Per fare un solo esempio, c'è il "decreto Gentiloni"
del 2 gennaio scorso, per il contrasto alla
pedofilia on line. Esso costituisce uno sviluppo molto
pericoloso delle prime azioni di
"oscuramento" dei siti internet del gioco
d'azzardo illegale (vedi Illegale
l'operatore o illegittimo il decreto? di Andrea
Pascerini, su InterLex). Si tratta
di una vera e propria censura digitale, per la quale
il decreto Gentiloni impone di mettere in piedi un'apposita
infrastruttura tecnologica. Con lo
strumento a disposizione, altre "autorità"

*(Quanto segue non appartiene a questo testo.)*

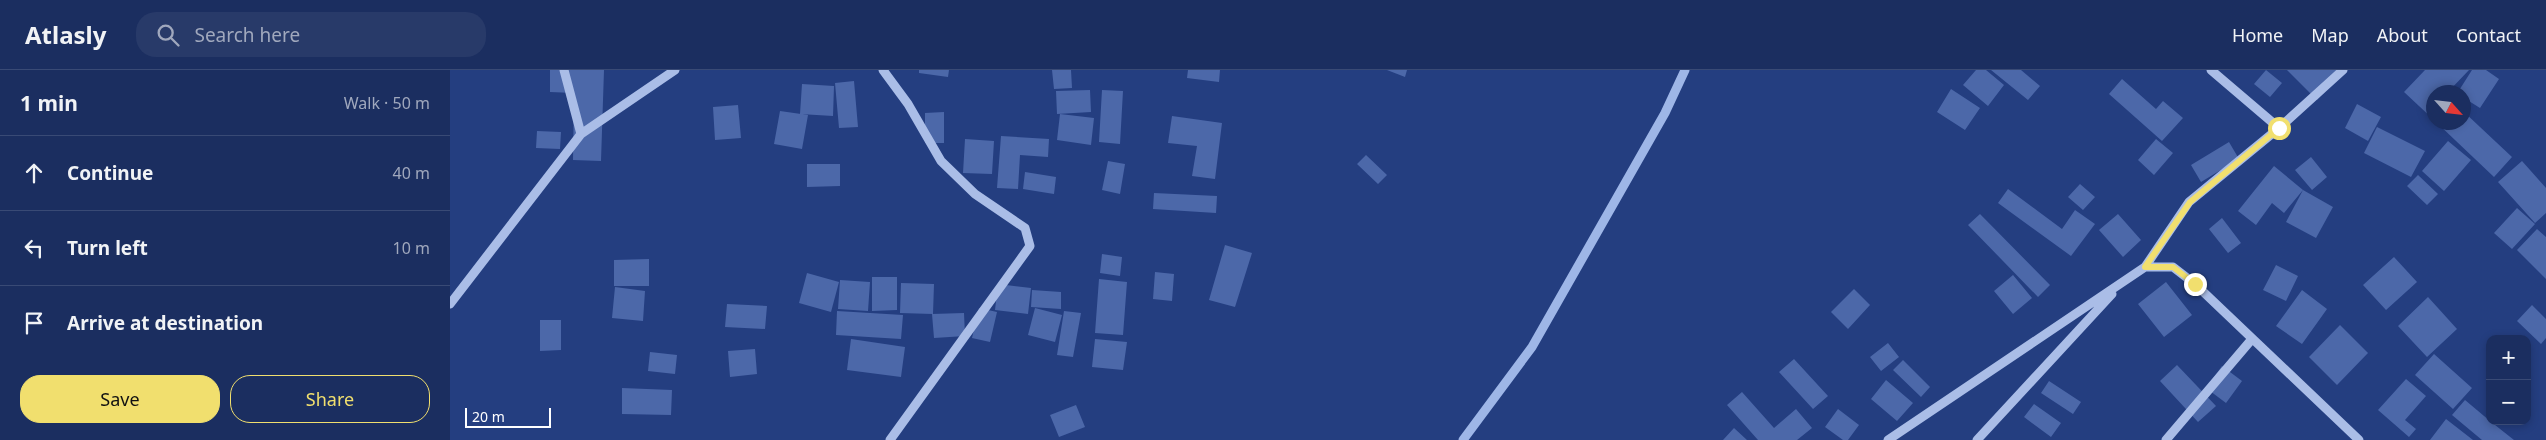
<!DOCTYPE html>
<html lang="en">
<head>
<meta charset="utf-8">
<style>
	:root { --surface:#1b2e60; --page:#283a69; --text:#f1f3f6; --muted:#a0a8bd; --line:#394a75; --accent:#f1df6e }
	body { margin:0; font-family:"Noto Sans",sans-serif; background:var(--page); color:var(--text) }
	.controls { position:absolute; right:15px; bottom:15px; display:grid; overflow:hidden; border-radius:10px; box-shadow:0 2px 8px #0003 }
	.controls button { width:45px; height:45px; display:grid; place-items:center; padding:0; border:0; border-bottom:1px solid var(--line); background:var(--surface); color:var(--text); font:25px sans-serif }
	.compass { position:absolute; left:1976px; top:15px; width:45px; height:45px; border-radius:50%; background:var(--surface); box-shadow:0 2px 8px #0003; rotate:117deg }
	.scale { position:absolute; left:15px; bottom:12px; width:86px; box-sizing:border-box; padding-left:5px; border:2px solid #fff; border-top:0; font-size:14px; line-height:18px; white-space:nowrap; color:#fff; -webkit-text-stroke:4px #243e80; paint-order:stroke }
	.stop { position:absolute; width:15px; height:15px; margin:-11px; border:4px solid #f1df6e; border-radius:50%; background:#fff }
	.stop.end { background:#f1df6e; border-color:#fff; box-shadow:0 1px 5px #0008 }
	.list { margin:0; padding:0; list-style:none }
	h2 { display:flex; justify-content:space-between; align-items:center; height:65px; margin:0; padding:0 20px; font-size:21px }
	h2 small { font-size:16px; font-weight:400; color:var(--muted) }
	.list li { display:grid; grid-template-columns:32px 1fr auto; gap:15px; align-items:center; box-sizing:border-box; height:75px; padding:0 20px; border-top:1px solid var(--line) }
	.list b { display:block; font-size:19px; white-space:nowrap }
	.list em { font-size:16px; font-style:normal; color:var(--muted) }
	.actions { display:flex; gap:10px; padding:15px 20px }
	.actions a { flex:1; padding:11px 0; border:1px solid var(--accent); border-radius:20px; text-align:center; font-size:18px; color:var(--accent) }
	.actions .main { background:var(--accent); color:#111 }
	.icon { flex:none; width:28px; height:28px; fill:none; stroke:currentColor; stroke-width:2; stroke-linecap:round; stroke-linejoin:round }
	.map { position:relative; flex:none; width:2096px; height:370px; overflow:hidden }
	header { display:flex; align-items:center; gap:30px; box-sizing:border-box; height:70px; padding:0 25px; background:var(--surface); border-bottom:1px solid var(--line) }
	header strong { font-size:24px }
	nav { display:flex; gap:28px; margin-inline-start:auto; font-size:18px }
	.search { width:350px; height:45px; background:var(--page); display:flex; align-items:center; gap:12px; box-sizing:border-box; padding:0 18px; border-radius:20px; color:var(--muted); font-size:19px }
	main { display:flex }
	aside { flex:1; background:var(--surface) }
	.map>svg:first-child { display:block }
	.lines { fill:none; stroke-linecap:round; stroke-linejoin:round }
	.stream { stroke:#9eb6e7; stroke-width:9 }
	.building { fill:#4c68a9 }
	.minor { stroke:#aabde7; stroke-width:9 }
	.route { stroke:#f1df6e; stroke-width:6 }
</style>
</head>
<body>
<header>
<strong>Atlasly</strong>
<div class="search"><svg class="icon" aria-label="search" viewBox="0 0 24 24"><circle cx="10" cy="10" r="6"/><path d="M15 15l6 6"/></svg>Search here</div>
<nav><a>Home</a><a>Map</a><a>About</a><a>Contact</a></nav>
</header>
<main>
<aside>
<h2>1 min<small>Walk · 50 m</small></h2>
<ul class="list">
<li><svg class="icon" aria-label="ahead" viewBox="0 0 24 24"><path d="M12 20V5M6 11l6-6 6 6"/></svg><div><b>Continue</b></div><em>40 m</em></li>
<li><svg class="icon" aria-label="left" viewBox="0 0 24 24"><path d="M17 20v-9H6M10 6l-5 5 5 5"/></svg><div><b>Turn left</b></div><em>10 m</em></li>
<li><svg class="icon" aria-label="arrive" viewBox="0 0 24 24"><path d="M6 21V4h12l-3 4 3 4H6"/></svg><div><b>Arrive at destination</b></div></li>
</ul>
<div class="actions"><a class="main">Save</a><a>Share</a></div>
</aside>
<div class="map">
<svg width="2096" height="370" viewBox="0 0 2096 370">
	<rect width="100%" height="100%" fill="#243e80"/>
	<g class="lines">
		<!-- stream -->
		<path class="stream" d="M1013,370L1082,277L1215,43L1235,0"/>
	</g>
	<!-- building -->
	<path class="building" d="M100,0H154L151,91L123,90L124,23L100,22Z
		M469,0H499L498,7L469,3Z
		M602,0H621L622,18L604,19Z
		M738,0H770L769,12L737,8Z
		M937,0H957L955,7Z
		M1526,0H1536L1554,15L1538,36L1513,15Z
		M1541,0H1571L1590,16L1578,30Z
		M1816,0L1832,13L1820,27L1804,14Z
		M1837,0H1896L1867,30Z
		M1975,0H2019L1998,22H1984V50L1954,22Z
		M2022,0H2036L2049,9L2030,38L2014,28V22H2008Z
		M1672,9L1706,39L1713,31L1733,48L1712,71L1659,24Z
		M404,11L408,57L389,58L385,13Z
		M352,14L384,16L383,46L350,44Z
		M1501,19L1530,38L1515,60L1487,42Z
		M640,20L641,42L607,44L606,21Z
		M652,20L673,21L670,74L649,72Z
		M1907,34L1931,47L1918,71L1895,58Z
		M288,35L291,68L265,70L263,37Z
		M330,41L358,45L352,79L324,74Z
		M494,42V73H475V43Z
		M2014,42L2062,87L2044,107L1986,52H2014Z
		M610,44L644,48L641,75L607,70Z
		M722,46L772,53L765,109L742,106L747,76L718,73Z
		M1927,57L1975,81L1961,107L1914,83Z
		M87,61L111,62L110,79L86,78Z
		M551,66L599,69L598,87L570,85L568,119L547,118Z
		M515,69L544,71L542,104L513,103Z
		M1706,69L1723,83L1704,105L1688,90Z
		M1998,71L2021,90L1994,121L1972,101Z
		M1779,72L1789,89L1751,112L1741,95Z
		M916,85L937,105L928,114L907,94Z
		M1861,87L1877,107L1862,120L1845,100Z
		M658,91L675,94L670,124L652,120Z
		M2072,91L2096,118V143L2085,153L2048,112Z
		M357,94H390V116L357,117Z
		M1824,96L1853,120L1834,143L1822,133L1806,155L1788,141Z
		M575,102L606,107L604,124L573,119Z
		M1968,105L1988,124L1977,135L1957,116Z
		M1630,114L1645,127L1633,140L1618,127Z
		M1558,119L1612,159L1625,140L1645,154L1621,186L1548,133Z
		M1853,120L1883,137L1866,168L1836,152Z
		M704,123L767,126L766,143L703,139Z
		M2067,138L2085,154L2062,179L2044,163Z
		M1530,144L1600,215L1588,227L1518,155Z
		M1668,144L1691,170L1673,187L1649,160Z
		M1772,148L1791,173L1778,183L1759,159Z
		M2087,159L2096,167V209L2067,180Z
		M775,175L802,183L785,237L759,230Z
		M652,184L672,187L670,206L650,203Z
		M1944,187L1967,212L1936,240L1913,215Z
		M199,189V216H164V190Z
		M1826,195L1848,206L1836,231L1813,220Z
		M705,202L724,204L722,231L703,229Z
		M357,203L389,212L381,242L349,233Z
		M1563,205L1582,228L1563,244L1544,221Z
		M422,207H447V240L422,241Z
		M649,209L677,212L673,265L645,263Z
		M390,210L420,212L418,241L388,239Z
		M1716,212L1742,245L1714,267L1688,234Z
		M451,213L484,214L483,244L450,243Z
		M548,214L581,218L578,244L545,240Z
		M165,217L195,221L193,251L162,248Z
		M1404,219L1420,235L1398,259L1381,242Z
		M582,220L611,222V239L581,237Z
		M1852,220L1877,239L1852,274L1826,256Z
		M1978,227L2007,259L1977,287L1948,256Z
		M277,234L317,236L315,259L275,257Z
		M2082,235L2096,249V268L2091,274L2067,251Z
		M529,238L547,242L540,272L522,268Z
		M585,238L612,245L605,272L578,265Z
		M387,241L453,245L451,269L386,265Z
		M614,241L631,243L623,287L607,285Z
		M514,243L515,266L484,268L482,244Z
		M90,250H111V280L90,281Z
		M1890,255L1918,283L1887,315L1859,287Z
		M401,269L455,277L451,307L397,300Z
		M645,269L677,272L673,300L642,297Z
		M1438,273L1449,287L1431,301L1420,287Z
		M305,279L307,304L280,307L278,281Z
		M200,282L227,285L225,304L198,301Z
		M1984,284L2022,318L2003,339L1965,305Z
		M1344,289L1378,326L1363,339L1329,302Z
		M1453,290L1480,317L1471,327L1443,300Z
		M1727,295L1766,336L1748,352L1710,311Z
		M1772,296L1792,311L1776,333L1756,318Z
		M1956,309L1976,326L1955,350L1966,359L1959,367L1928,340Z
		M1436,310L1463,333L1447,351L1421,329Z
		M1599,311L1631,332L1623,344L1591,323Z
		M172,318L222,320L221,345L172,344Z
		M1292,322L1324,358L1346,339L1362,358L1347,370H1308L1277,335Z
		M2015,330L2040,351L2064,370H2032L2002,345Z
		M1584,334L1611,353L1601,367L1574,347Z
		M626,335L635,357L609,367L600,345Z
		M1388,339L1409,355L1398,370H1393L1375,357Z
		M1996,349L2023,370H1980Z
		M1284,358L1297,370H1273Z"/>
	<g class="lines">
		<!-- minor -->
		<path class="minor" d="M433,0L458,34L491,91L525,124L575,158L580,176L440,370
			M1761,0L1829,58
			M131,64L225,0
			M1695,197L1739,132L1829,58L1893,0
			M0,234L131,64L114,0
			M1438,370L1695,197H1723L1745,214L1909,370
			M1527,370L1662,224
			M1716,370L1802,269"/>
	</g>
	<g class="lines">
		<!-- route -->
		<path class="route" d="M1745,214L1723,197H1695L1740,132L1829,58"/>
	</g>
</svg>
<div class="controls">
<button>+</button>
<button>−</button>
</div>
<svg class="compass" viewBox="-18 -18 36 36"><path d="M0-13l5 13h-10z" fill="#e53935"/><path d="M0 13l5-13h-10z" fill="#a0a8bd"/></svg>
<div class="scale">20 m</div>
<div class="stop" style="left:1829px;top:58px"></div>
<div class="stop end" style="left:1745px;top:214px"></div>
</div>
</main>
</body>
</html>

potrebbero cedere alla tentazione di usarlo. Nei
prossimi giorni affronteremo l'argomento su Interlex.
Un altro problema ignorato dallo schema governativo
è quello dell'accesso alla professione giornalistica.
Si dirà che esso rientra nel disegno di riforma degli
ordini professionali, ma è una questione essenziale
in una riforma dell'editoria che si propone di
ridisegnare l'intero settore anche nell'ottica
dell'informazione elettronica.
Ancora, non si pone la questione della registrazione
dei periodici presso il tribunale, quando c'è il
Registro degli operatori di comunicazione tenuto
dall'Autorità per le garanzie. A che servono due
registri? Qualcuno pensa ancora che i giornalisti
siano pericolosi sovversivi, da affidare alla
sorveglianza costante di un giudice?